Ikeda-san slowly began working on his Panda 86 in between other projects, and while those other cars would be aggressive, super-loud, super-wide weapons like his “other” current 86, a widebody jetblack monster used for touge driving and track days, this machine would be built to show that you don’t need all that aero bravado to build an amazing Hachi-Roku. You simply need precise, attention-todetail perfection.
At first glance, the Panda 86 is somewhat unassuming, and it’s not until you take a closer look that you begin to understand the quality of craftsmanship involved. Ikeda-san stripped the car right back and worked from a bare-metal shell, slowly but surely restoring the body to a state far beyond what Toyota would have required back in 1983 come final inspection time - it’s millimeter-perfect from front to back. The panels are dead-straight, and the paintwork can best be described as incredibly crisp to look at in person. Peek through the glass and that famous so-ugly-it’s-beautiful interior remains, though a few small improvements have been made with the addition of necessary instrumentation, a supportive driver’s seat and electric windows pulled from a later Zenki 86.
This is probably about the right time to address the elephant in the room for those who know their 86s and are screaming “how?!” For the non-Hachi-Roku nerds; these cars run a solid beam rear axle, which means you will never see any form of camber out back, unless you’re looking at Ikedasan’s car of course, which now houses an entire S15 Silvia rear end under its ass.
“It was a very difficult job.” Ikeda-san says. “The Silvia is a lot wider and I wanted to run wide, low-offset wheels, so I spent a long time measuring, getting everything right and fabricating parts to make it work. I built it all off the car and then installed it and the suspension now works as it should... But tire wear is probably not going to be so great.”
Ikeda-san is also well aware that the excessive camber he’s dialed into the Panda isn’t great for handling either, but that is what his other is 86 for. This machine was built as a pure show-worthy streeter that sits super low over super-wide (and straight-up gorgeous) SSR Longchamp wheels, all without the help of a bodykit to make it look lower than it is.

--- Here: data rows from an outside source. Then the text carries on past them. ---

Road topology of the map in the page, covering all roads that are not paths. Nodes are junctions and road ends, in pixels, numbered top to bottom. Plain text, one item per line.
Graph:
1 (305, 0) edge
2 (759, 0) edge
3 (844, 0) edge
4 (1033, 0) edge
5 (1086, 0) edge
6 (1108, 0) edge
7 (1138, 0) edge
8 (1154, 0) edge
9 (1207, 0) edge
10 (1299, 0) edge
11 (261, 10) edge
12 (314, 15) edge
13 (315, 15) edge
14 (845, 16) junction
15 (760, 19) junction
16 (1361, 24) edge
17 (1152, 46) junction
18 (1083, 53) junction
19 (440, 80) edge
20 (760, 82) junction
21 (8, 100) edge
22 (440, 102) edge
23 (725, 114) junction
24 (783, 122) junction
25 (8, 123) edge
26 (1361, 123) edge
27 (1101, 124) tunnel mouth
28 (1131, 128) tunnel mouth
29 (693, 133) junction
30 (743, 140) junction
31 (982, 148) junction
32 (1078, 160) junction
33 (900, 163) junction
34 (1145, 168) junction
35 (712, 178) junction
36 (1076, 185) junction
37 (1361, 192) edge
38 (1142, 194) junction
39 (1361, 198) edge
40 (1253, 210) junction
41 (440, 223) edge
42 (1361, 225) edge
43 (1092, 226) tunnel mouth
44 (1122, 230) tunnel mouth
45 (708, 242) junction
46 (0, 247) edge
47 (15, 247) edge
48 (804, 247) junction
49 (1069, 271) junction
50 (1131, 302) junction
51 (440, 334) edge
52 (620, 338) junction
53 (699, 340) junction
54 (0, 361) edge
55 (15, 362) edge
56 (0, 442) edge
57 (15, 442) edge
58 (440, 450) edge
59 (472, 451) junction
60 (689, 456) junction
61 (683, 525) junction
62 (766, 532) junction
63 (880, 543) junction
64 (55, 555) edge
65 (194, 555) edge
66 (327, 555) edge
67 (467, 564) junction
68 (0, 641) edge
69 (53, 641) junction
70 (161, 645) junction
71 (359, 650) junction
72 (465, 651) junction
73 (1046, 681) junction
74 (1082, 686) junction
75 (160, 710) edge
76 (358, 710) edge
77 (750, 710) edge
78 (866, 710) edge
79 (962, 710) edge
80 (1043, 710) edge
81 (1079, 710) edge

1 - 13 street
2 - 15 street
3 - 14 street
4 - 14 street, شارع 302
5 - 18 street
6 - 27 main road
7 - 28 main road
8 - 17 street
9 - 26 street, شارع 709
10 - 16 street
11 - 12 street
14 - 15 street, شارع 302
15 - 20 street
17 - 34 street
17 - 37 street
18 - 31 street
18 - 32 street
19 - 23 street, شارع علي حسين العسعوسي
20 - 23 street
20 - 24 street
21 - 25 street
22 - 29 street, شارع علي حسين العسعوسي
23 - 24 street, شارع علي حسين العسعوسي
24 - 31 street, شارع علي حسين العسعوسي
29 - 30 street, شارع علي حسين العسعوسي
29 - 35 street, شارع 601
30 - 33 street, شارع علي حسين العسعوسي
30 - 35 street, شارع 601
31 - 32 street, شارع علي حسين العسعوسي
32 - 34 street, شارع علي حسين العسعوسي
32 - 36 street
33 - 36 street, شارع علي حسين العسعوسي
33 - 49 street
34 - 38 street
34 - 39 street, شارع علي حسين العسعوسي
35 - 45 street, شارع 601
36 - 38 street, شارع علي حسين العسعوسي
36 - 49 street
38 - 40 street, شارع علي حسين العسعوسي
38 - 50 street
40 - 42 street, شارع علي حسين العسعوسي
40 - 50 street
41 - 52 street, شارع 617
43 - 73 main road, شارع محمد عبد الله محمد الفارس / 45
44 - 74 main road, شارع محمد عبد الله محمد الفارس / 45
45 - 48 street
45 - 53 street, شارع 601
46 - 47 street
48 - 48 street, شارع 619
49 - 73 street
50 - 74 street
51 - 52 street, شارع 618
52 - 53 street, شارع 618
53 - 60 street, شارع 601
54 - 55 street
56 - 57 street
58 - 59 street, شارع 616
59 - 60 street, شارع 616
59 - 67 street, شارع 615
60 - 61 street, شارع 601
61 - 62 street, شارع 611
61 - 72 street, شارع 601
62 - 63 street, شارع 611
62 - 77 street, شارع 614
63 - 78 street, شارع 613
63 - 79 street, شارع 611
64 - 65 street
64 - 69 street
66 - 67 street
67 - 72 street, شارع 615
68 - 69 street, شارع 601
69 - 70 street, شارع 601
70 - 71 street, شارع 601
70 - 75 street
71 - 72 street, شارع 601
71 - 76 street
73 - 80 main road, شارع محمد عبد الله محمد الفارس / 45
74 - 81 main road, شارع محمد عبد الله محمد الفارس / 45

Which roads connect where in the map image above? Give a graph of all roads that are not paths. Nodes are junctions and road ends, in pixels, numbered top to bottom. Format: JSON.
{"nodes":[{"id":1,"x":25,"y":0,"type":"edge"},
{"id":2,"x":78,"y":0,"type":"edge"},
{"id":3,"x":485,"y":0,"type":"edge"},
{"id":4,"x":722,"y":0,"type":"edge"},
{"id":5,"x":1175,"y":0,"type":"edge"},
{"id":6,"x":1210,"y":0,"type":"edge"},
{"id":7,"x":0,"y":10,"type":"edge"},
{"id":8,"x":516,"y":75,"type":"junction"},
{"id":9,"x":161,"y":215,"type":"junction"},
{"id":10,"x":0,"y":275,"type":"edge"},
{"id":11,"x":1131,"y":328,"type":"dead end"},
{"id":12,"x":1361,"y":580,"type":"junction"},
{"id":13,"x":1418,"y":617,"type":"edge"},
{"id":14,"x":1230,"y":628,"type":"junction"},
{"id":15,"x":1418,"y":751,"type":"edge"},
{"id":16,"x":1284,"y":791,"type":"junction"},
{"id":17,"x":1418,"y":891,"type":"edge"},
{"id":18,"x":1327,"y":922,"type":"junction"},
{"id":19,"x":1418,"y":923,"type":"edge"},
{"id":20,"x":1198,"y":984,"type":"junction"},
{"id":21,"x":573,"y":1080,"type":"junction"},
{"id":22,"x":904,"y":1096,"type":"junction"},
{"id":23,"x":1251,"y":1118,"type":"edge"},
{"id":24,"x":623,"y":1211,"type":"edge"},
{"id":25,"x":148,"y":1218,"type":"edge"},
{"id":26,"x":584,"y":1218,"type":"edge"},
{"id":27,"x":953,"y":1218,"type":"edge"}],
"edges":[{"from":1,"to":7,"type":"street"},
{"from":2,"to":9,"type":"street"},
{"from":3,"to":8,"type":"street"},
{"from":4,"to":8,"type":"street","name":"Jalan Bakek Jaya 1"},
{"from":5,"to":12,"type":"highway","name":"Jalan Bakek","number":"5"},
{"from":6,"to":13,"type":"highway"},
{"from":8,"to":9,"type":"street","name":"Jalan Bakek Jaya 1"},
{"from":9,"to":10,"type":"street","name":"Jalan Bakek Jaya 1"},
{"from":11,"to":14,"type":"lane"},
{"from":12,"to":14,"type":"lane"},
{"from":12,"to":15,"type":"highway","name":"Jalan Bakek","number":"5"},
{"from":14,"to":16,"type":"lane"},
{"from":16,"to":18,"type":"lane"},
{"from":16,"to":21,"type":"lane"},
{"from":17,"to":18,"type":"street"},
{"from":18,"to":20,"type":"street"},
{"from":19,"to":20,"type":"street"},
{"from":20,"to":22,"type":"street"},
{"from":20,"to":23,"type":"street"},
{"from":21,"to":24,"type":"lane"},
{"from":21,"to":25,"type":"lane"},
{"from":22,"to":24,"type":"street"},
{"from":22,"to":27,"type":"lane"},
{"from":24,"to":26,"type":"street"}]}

As impressive as the conversion to IRS is, it’s the engine bay, where the concept of minimalism and simplicity reigns supreme, that is undoubtedly the star of this car. Though the 86 is still 4A-GE-powered, the forged, high-compression engine build is based around a newer generation 20-valve version (from the AE111 Levin) sucking down air through a set of beautiful FCR motorbike carbs. An Australian Haltech ECU now controls the individual coilpacks, and the loom has been routed through the crossmember to hide it from sight. With everything else either being deleted or relocated - the wiper motor, brake booster, master cylinders - the entire bay was then shaved and reshaped to absolute perfection. Sure, the obvious things like the perfectly flat firewall stand out, but look closely at the little touches - the strut towers and inner arches aren’t supposed to be symmetrical, and the radiator certainly isn’t supposed to be hidden from view. Go on, pick up your phone right now and find an image of a stock AE86 engine bay and compare.

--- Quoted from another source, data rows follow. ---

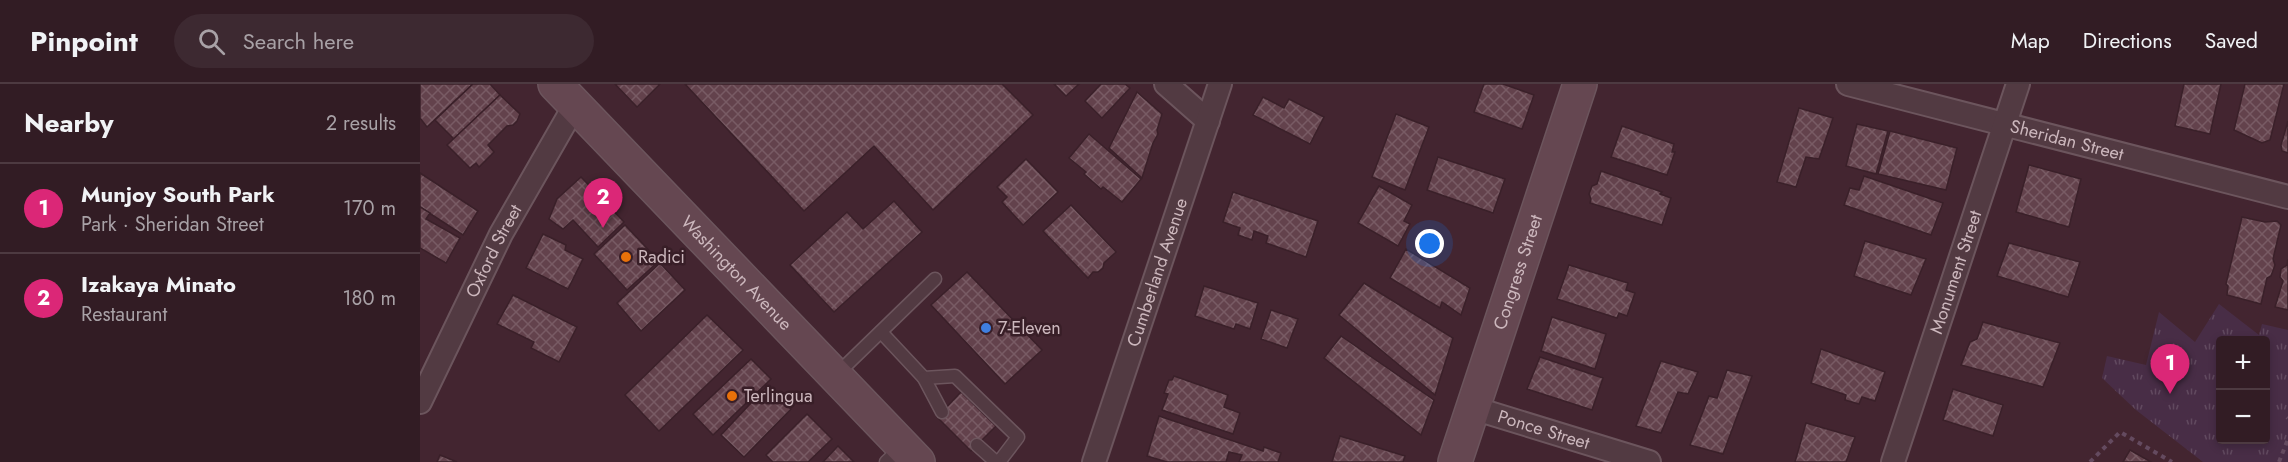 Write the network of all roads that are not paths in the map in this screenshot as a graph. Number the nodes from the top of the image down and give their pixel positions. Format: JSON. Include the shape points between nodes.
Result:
{"nodes":[{"id":1,"x":1166,"y":84,"type":"edge"},
{"id":2,"x":1220,"y":84,"type":"edge"},
{"id":3,"x":1580,"y":84,"type":"edge"},
{"id":4,"x":1848,"y":84,"type":"edge"},
{"id":5,"x":2018,"y":84,"type":"edge"},
{"id":6,"x":565,"y":94,"type":"edge"},
{"id":7,"x":1208,"y":121,"type":"junction"},
{"id":8,"x":2005,"y":123,"type":"junction"},
{"id":9,"x":2288,"y":197,"type":"edge"},
{"id":10,"x":935,"y":279,"type":"dead end"},
{"id":11,"x":881,"y":332,"type":"junction"},
{"id":12,"x":836,"y":376,"type":"junction"},
{"id":13,"x":924,"y":378,"type":"junction"},
{"id":14,"x":423,"y":390,"type":"edge"},
{"id":15,"x":1473,"y":408,"type":"junction"},
{"id":16,"x":942,"y":412,"type":"dead end"},
{"id":17,"x":977,"y":445,"type":"dead end"},
{"id":18,"x":902,"y":457,"type":"edge"},
{"id":19,"x":998,"y":462,"type":"edge"},
{"id":20,"x":1094,"y":462,"type":"edge"},
{"id":21,"x":1455,"y":462,"type":"edge"},
{"id":22,"x":1649,"y":462,"type":"edge"},
{"id":23,"x":1893,"y":462,"type":"edge"}],
"edges":[{"from":1,"to":7,"type":"street"},
{"from":2,"to":7,"type":"street","name":"Cumberland Avenue"},
{"from":3,"to":15,"type":"main road","name":"Congress Street"},
{"from":4,"to":8,"type":"street","name":"Sheridan Street"},
{"from":5,"to":8,"type":"street","name":"Monument Street"},
{"from":6,"to":12,"type":"main road","name":"Washington Avenue"},
{"from":6,"to":14,"type":"street","name":"Oxford Street"},
{"from":7,"to":20,"type":"street","name":"Cumberland Avenue"},
{"from":8,"to":9,"type":"street","name":"Sheridan Street"},
{"from":8,"to":23,"type":"street","name":"Monument Street"},
{"from":10,"to":11,"type":"lane"},
{"from":11,"to":12,"type":"lane"},
{"from":11,"to":13,"type":"lane"},
{"from":12,"to":18,"type":"main road","name":"Washington Avenue"},
{"from":13,"to":16,"type":"lane"},
{"from":13,"to":19,"type":"lane","via":[[955,375],[1018,437]]},
{"from":15,"to":21,"type":"main road","name":"Congress Street"},
{"from":15,"to":22,"type":"street","name":"Ponce Street"},
{"from":17,"to":19,"type":"lane"}]}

At face-value, this all equates to someone standing in front of this engine bay and asking: “does this thing actually run?” But stand there long enough, and you’ll start to really appreciate the artistry and the craftsmanship involved in creating something like this.
This Hachi-Roku is not a monstrous, flame-belching, big-winged monster of a car. It’s subtle, refined and surprisingly quiet (though the lumpy idle does tend to give a few things away) and yet, it might just be the best, if not certainly the cleanest, AE86 in the world. Not that you could ever tell someone like Ikeda-san that, he’d simply smile politely and shake his head, then go back to his workshop in the middle of nowhere to settle into another few years spent creating pure automotive perfection. #PASMAG
Photos by Peter Kelly
ESSENTIALS
OWNER: Ikeda Masataka
VEHICLE: 1983 Toyota Sprinter Trueno (AE86)
BUILT BY: Inazuma Worx
LOCATION: Gobo, Wakayama Prefecture, Japan
ENGINE: Toyota 4A-GE 20-valve 1.6L I-4
HORSEPOWER: 200hp
SOCIAL
Instagram: 1ke_d
ENGINE MODIFICATIONS
- 12.5:1 compression ratio
- Blueprinted block
- Toda (forged high-comp 82-mm pistons, 288/288 cams, HD valve springs, adjustable cam pulleys, 0.8-mm metal gasket)
- Rising H-beam lightweight connecting rods
- Ported & polished head
- Keihin FCR 41-mm carburetors
- Haltech ignition ECU
- Nismo fuel pump
- Individual coilpack conversion
- Alloy race radiator
- Custom (billet intake manifold, full bay shave & wire tuck, wiper motor tuck, radiator tuck, symmetrical inner fenders, reshaped strut towers, radiator support)
EXHAUST SYSTEM
- Inazuma Works muffler
- Custom (stainless exhaust manifold, 2.5-inch stainless exhaust system)
DRIVELINE
- Toyota T50 5-speed gearbox
- Exedy Super Single clutch
- Tomei Nissan Silvia S15 2-way 4.3 final LSD
- Nissan Silvia S15 axles
- Custom shortened driveshaft
CHASSIS / SUSPENSION
- Inazuma Works (custom coilovers, adjustable suspension arms)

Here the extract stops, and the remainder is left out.